* **Data shown**:
========================================================================
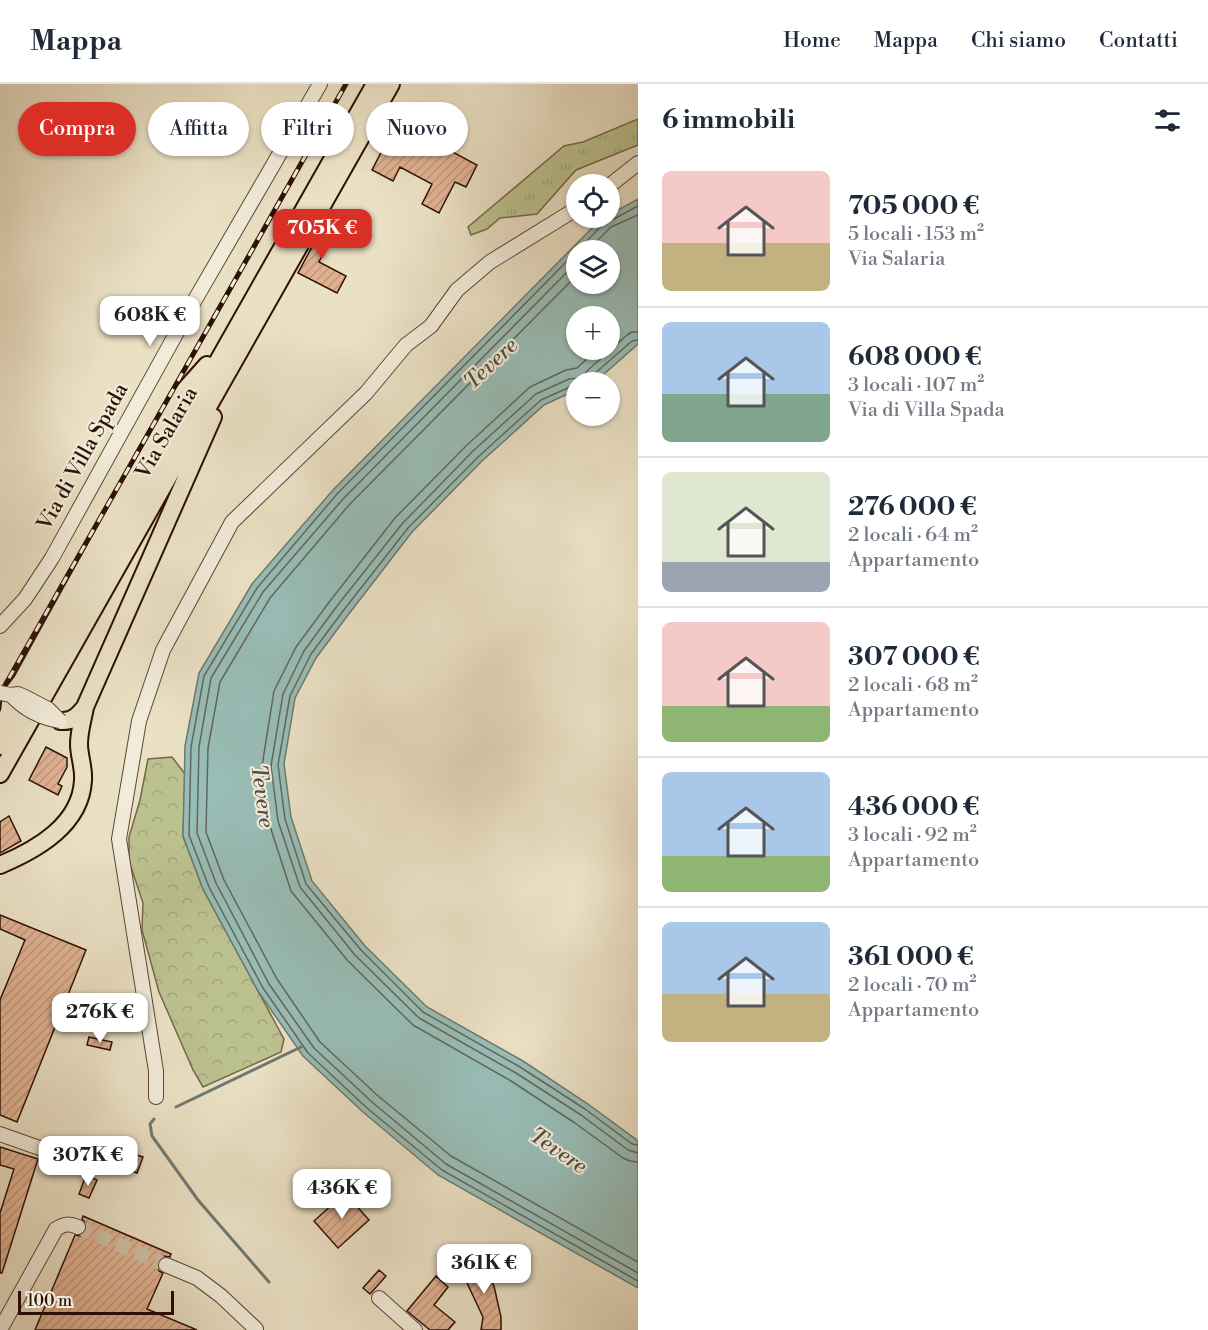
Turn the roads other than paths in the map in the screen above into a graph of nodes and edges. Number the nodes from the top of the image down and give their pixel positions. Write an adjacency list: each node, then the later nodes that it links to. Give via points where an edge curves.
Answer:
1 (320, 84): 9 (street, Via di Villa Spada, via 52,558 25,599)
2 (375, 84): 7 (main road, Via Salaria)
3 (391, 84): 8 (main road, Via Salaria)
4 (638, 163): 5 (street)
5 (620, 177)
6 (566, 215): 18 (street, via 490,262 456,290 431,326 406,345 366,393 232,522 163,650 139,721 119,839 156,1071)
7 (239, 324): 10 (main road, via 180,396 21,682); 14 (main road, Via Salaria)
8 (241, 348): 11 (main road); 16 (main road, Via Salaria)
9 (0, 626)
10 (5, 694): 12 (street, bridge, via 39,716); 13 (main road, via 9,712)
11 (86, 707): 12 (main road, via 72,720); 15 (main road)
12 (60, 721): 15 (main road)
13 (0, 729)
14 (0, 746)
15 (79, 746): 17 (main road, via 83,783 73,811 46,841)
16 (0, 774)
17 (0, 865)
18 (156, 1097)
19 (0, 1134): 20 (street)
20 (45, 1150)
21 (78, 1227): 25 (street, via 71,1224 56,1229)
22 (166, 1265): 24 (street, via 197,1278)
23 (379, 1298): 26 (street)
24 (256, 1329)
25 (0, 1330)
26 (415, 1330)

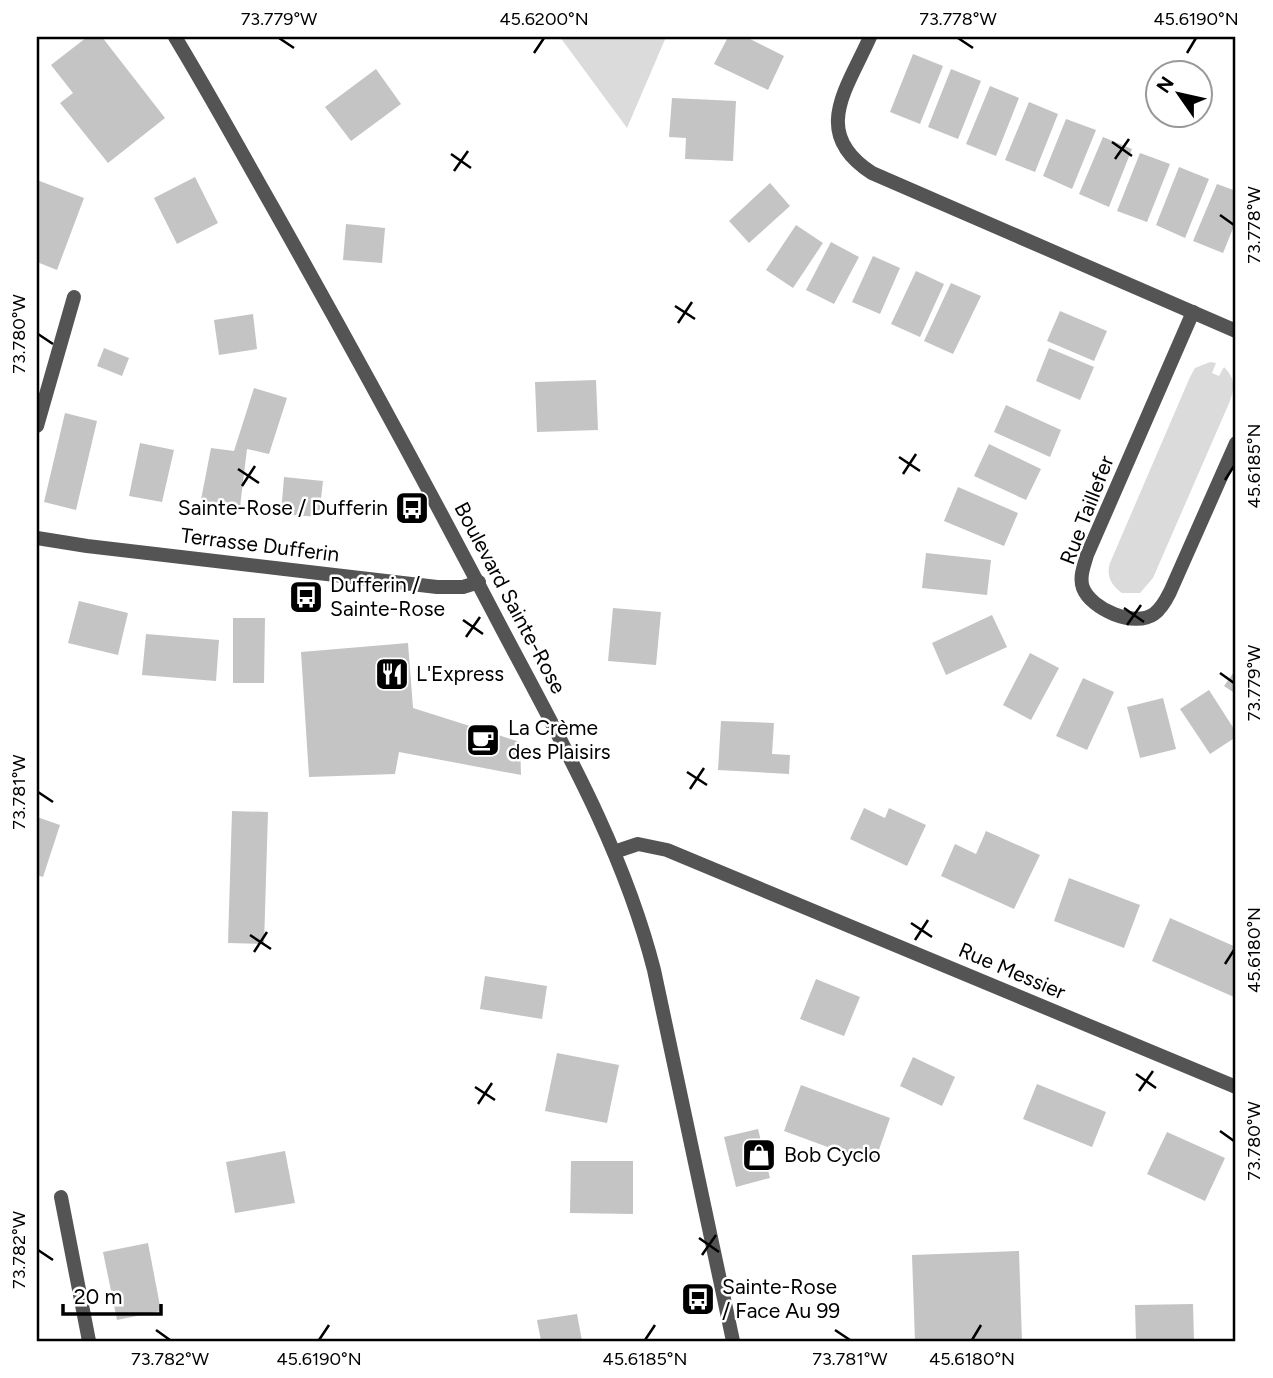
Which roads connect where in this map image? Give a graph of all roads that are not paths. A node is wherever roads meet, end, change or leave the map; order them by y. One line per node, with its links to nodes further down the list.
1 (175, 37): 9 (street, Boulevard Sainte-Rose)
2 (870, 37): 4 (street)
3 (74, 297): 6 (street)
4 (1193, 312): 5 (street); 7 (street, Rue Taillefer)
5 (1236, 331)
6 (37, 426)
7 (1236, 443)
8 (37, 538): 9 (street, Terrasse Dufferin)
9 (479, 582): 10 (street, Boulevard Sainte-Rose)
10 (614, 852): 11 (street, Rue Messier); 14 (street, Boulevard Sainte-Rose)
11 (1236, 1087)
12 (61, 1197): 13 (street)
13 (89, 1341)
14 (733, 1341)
========================================================================
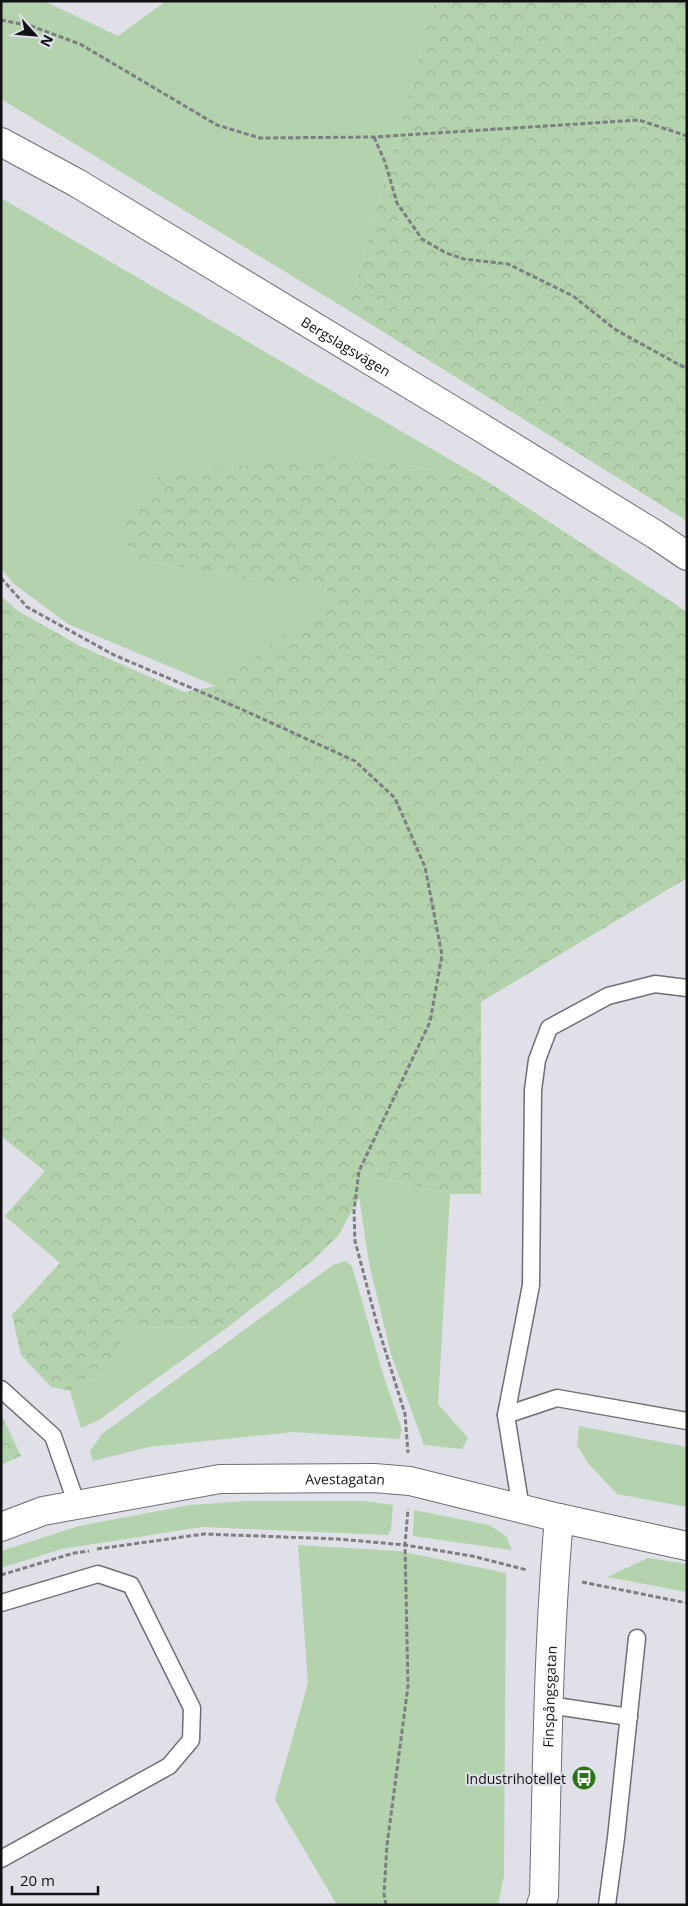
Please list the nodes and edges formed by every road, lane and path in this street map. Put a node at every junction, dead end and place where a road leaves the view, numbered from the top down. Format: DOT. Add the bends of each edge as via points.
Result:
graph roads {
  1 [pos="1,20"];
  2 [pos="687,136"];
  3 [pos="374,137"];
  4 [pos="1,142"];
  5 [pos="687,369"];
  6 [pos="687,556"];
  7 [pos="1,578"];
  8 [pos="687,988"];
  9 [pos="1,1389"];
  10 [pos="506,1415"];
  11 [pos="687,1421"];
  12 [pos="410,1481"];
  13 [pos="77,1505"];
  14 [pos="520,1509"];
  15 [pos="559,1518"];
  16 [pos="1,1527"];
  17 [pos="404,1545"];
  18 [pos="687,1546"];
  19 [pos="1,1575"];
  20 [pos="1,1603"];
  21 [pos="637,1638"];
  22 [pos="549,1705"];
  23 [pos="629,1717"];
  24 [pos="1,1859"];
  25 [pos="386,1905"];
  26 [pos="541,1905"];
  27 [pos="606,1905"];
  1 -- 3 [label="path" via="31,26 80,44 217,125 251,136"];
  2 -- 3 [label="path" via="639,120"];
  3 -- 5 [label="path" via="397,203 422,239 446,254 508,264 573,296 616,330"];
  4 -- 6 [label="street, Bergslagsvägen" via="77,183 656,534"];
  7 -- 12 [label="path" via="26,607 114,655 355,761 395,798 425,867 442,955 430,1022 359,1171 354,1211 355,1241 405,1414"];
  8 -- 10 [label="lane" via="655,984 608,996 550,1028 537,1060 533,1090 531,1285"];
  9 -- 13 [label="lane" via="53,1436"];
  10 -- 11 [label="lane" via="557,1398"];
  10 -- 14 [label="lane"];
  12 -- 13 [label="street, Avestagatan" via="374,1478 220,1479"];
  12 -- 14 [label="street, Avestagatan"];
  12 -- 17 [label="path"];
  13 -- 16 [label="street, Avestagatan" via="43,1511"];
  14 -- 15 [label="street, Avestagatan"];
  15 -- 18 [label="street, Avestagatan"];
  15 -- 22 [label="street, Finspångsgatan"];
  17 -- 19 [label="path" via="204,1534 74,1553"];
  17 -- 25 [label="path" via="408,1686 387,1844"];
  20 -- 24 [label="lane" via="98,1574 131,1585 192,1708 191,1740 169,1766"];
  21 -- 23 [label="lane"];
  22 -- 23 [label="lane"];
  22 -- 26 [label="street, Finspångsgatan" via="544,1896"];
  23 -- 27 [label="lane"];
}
========================================================================
* **What you are asked to do**: Find each line above that contains "from", and copy those lines.

* **Reply**:
Turn the roads other than paths in the map in the screen above into a graph of nodes and edges. Number the nodes from the top of the image down and give their pixel positions. Write an adjacency list: each node, then the later nodes that it links to. Give via points where an edge curves.
Please list the nodes and edges formed by every road, lane and path in this street map. Put a node at every junction, dead end and place where a road leaves the view, numbered from the top down. Format: DOT. Add the bends of each edge as via points.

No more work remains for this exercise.